I think people don't realize just how much more expensive IaaS providers are. We're literally talking orders of magnitude.
The big cloud providers are very expensive, but you're getting impeccable bandwidth. Low packet loss, burst what you want even in peak times, fast transit worldwide, minimal variability.
What most people actually don't realize is that they're making that tradeoff implicitly. You're not being ripped off if you need all of these things, but if it's overkill you can get much cheaper bandwidth elsewhere.
But it certainly works if you need to CDN a bunch of large files.
Page rules are free if you only need a few, though.
For a commercial company paying $5-10 a month to save TBs of bandwidth via Backblaze & Cloudflare is a no brainer. It's just unfortunately not very workable for small projects. Github Pages works with Cloudflare for static sites just fine though.

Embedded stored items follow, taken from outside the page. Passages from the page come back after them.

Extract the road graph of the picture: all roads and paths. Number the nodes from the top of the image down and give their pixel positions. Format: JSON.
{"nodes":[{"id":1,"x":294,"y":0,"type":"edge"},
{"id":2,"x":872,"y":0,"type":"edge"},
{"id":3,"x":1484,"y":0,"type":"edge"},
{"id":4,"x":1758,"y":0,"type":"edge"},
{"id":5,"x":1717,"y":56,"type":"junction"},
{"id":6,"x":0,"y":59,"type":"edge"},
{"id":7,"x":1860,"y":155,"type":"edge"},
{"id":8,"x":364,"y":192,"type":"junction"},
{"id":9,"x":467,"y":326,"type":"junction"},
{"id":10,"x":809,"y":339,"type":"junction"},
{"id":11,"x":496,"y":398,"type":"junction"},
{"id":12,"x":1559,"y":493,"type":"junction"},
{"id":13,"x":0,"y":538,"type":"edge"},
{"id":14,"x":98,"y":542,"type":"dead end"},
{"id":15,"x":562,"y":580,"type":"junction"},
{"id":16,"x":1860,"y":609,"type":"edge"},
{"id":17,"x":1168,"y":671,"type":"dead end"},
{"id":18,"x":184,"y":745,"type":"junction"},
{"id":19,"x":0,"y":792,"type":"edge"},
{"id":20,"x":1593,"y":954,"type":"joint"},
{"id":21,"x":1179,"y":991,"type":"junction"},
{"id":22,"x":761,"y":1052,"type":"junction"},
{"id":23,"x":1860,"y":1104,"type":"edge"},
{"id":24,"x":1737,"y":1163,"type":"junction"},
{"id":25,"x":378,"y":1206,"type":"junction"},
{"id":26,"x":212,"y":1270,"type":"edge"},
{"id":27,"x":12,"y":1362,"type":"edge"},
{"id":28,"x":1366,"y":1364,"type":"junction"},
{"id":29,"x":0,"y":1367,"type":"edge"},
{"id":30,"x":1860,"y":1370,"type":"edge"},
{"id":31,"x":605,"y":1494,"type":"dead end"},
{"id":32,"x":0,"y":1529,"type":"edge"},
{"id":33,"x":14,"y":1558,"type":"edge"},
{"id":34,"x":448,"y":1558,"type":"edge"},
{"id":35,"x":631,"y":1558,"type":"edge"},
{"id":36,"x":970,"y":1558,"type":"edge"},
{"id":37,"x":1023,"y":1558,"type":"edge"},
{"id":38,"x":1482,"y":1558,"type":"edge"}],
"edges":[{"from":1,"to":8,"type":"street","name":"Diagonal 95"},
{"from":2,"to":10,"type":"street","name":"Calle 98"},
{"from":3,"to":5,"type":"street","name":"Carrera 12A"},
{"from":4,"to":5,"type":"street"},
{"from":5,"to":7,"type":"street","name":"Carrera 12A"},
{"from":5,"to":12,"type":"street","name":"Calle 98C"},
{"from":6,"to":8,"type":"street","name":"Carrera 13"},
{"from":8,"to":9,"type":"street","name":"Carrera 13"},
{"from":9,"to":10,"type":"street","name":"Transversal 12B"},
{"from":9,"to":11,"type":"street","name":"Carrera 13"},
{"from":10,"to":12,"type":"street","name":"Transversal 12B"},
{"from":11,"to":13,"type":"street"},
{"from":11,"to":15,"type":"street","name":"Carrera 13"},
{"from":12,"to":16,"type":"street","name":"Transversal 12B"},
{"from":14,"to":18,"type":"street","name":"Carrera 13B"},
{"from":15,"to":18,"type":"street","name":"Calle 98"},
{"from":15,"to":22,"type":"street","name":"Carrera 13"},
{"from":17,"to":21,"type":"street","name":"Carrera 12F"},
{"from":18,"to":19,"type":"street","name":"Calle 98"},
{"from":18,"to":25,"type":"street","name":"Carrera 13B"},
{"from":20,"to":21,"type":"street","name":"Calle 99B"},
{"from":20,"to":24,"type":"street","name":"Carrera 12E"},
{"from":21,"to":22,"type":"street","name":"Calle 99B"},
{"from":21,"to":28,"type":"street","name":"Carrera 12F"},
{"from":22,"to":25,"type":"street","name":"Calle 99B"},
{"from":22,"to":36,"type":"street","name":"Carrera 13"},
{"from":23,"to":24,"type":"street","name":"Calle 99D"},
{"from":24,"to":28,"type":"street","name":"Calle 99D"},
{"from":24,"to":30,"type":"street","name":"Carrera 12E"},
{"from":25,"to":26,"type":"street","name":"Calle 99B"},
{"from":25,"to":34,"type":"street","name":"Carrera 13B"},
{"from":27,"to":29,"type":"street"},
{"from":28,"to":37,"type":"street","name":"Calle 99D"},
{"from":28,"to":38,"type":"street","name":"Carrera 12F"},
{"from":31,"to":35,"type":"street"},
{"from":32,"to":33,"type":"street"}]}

Or perhaps you have reached out to them, but are for some reason still complaining on Twitter to drum up PR or something?
Regardless, this posting is ridiculously context-free to the point of being click-baity. (But hey, good job, I clicked on it anyway.)
And then people wonder why people don't want to make their stuff free/open source. Even when it's free people still think you're somehow entitled and overcharging.
> Even when it's free people still think you're somehow entitled and overcharging.
I just explicitly advocated for the opposite of that, so I'm not sure where you're getting that.